Si les peuples de la Terre n’étaient pas préparés à la venue des Martiens, c’était entièrement leur faute. Les événements du siècle en général et des précédentes décennies en particulier avaient dû leur mettre la puce à l’oreille.

Ils pouvaient même s’y attendre, en fait, depuis bien plus longtemps encore, l’homme ayant échafaudé des hypothèses sur la pluralité des mondes habités depuis qu’il savait que la Terre n’était pas le centre de l’univers. Mais ces hypothèses, sans rien pour les confirmer ni les réfuter, demeuraient sur un plan purement philosophique, comme la question du nombril d’Adam ou du sexe des anges.

Disons donc que cette préparation pouvait avoir commencé avec Schiaparelli et surtout Lowell.

Schiaparelli est l’astronome italien qui découvrit les canaux de la planète Mars, mais il ne soutint jamais qu’ils étaient construits de la main d’êtres vivants.

L’astronome américain Lowell vint ensuite et, après avoir étudié et dessiné les canaux, il mit en branle son imagination, puis celle du public, en affirmant que c’étaient incontestablement des constructions. Preuve indéniable que Mars était habitée.

À la vérité, peu d’astronomes se rangèrent à la théorie de Lowell ; les uns nièrent jusqu’à l’existence de ces marques ou les considérèrent comme des illusions d’optique ; les autres les expliquaient comme des phénomènes géographiques naturels.

Mais le public, qui tend toujours à négliger le contre au bénéfice du pour, suivit Lowell. Il demanda et redemanda du Martien, et il en eut : des millions de mots de spéculations dans le style vulgarisateur.

Puis la science-fiction prit le pas sur la science et démarra en beauté en 1895 avec l’admirable Guerre des mondes de Wells, où se trouve décrite l’invasion de la Terre par des Martiens, qui traversent l’espace dans des projectiles envoyés de Mars par canons.

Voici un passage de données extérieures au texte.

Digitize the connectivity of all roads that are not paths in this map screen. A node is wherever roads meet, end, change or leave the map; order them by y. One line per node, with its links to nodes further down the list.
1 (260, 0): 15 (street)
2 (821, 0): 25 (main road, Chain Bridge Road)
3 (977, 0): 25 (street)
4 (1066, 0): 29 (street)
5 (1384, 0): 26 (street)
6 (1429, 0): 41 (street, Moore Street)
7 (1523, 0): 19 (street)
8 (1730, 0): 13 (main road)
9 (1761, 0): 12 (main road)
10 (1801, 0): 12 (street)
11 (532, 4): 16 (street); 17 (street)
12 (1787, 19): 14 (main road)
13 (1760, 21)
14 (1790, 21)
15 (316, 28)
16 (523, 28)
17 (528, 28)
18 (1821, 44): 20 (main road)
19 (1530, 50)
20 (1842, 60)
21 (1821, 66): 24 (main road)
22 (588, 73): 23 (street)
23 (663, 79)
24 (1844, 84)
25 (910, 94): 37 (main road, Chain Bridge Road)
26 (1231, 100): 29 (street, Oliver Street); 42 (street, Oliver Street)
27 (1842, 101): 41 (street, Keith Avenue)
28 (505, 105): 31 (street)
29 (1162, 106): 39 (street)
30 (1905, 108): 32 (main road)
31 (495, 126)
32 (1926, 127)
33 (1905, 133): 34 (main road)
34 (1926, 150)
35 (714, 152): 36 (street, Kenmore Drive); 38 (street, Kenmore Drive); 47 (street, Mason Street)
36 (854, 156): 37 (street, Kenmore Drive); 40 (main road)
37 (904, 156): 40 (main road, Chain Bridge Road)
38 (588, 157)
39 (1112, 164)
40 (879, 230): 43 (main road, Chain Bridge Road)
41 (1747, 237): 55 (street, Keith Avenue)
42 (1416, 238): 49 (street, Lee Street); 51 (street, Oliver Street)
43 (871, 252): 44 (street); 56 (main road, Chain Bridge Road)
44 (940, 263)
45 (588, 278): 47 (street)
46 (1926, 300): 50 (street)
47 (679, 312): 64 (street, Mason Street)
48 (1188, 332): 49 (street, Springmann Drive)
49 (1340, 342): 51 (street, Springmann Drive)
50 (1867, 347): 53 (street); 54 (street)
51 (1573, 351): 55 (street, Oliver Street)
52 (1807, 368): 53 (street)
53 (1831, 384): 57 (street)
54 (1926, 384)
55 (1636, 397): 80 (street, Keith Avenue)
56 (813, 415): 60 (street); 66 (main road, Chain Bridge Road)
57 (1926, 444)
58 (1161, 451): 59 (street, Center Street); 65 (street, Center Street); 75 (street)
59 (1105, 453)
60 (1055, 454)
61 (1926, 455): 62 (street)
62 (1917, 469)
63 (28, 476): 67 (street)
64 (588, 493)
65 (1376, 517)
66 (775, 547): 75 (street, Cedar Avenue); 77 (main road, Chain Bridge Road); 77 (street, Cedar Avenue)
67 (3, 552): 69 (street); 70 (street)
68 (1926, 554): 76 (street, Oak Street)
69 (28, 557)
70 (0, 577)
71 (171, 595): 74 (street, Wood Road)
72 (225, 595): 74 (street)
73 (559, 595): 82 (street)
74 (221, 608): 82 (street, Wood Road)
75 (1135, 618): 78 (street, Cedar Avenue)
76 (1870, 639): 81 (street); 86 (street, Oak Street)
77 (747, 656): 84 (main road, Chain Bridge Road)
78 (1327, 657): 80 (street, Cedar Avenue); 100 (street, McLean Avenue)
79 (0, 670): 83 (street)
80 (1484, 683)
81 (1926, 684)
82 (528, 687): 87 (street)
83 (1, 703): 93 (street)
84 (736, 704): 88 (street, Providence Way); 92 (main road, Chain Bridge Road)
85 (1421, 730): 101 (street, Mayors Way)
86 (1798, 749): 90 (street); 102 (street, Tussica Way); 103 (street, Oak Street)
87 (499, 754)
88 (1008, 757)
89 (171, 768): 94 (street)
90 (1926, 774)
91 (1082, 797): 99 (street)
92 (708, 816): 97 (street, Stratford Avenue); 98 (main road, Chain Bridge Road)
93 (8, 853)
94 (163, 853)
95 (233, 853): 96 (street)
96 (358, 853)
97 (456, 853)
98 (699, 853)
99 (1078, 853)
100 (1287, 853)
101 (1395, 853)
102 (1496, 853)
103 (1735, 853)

Ce livre devait contribuer grandement à préparer la Terre à l’invasion. Et un autre Welles (un certain Orson) y participa aussi en 1938, avec son émission de radio fondée sur le roman. Celle-ci prouva – sans qu’on l’eût voulu – que même alors, des milliers de gens étaient déjà prêts à accepter l’invasion de Mars comme une réalité. Dans tout le pays, d’innombrables auditeurs qui avaient manqué l’annonce du programme crurent, en le captant par hasard sur leurs postes, que c’était vrai, que les Martiens avaient réellement débarqué pour semer la mort et la désolation. Selon leur tempérament, les uns se cachèrent sous leur lit et les autres se précipitèrent dans la rue, avec des armes à feu pour accueillir les envahisseurs.

La science-fiction s’épanouissait, mais la science aussi, tant et si bien qu’il devenait toujours plus difficile de déterminer, dans la première, où finissait la science et où commençait la fiction.

Il y eut les V-2, le radar, le sonar.

Puis la bombe A, qui fit douter les gens des limites de la science. L’énergie atomique.

Déjà les fusées expérimentales grignotaient l’espace et s’élevaient plus haut que l’atmosphère, au-dessus du désert de White Sands dans le Nouveau-Mexique.

Vint ensuite la bombe H.

Puis les soucoupes volantes. (Bien sûr, nous savons maintenant ce qu’elles étaient, mais à l’époque on crut fermement que leur origine était extraterrestre.)

Le sous-marin atomique. La découverte du metzite en 1963. La théorie de Barner prouvant la fausseté de celle d’Einstein et la possibilité de vitesses supérieures à celle de la lumière.

Maintenant, n’importe quoi pouvait arriver et un grand nombre de gens s’y attendaient.

L’hémisphère occidental n’était pas seul affecté. Partout, on devenait prêt à tout admettre. Il y eut le Japonais de Yamanashi qui prétendit être lui-même un Martien et se fit tuer par une foule en délire qui l’avait cru. Il y eut les révoltes de 1962 à Singapour, et il est reconnu que la rébellion des Philippines l’année suivante fut suivie chez les Moros d’un culte secret, dont les adeptes disaient être en communication mystique avec les Vénusiens et agir conseillés et guidés par eux. Et en 1964, il y eut le cas tragique des deux aviateurs américains qui durent faire un atterrissage forcé avec leur stratojet expérimental ; ils se posèrent juste au sud de la frontière et furent instantanément massacrés avec enthousiasme par des Mexicains qui, les ayant vus descendre de leur appareil avec leurs tuniques gravitiques et leurs casques à oxygène, les avaient pris pour des Martiens.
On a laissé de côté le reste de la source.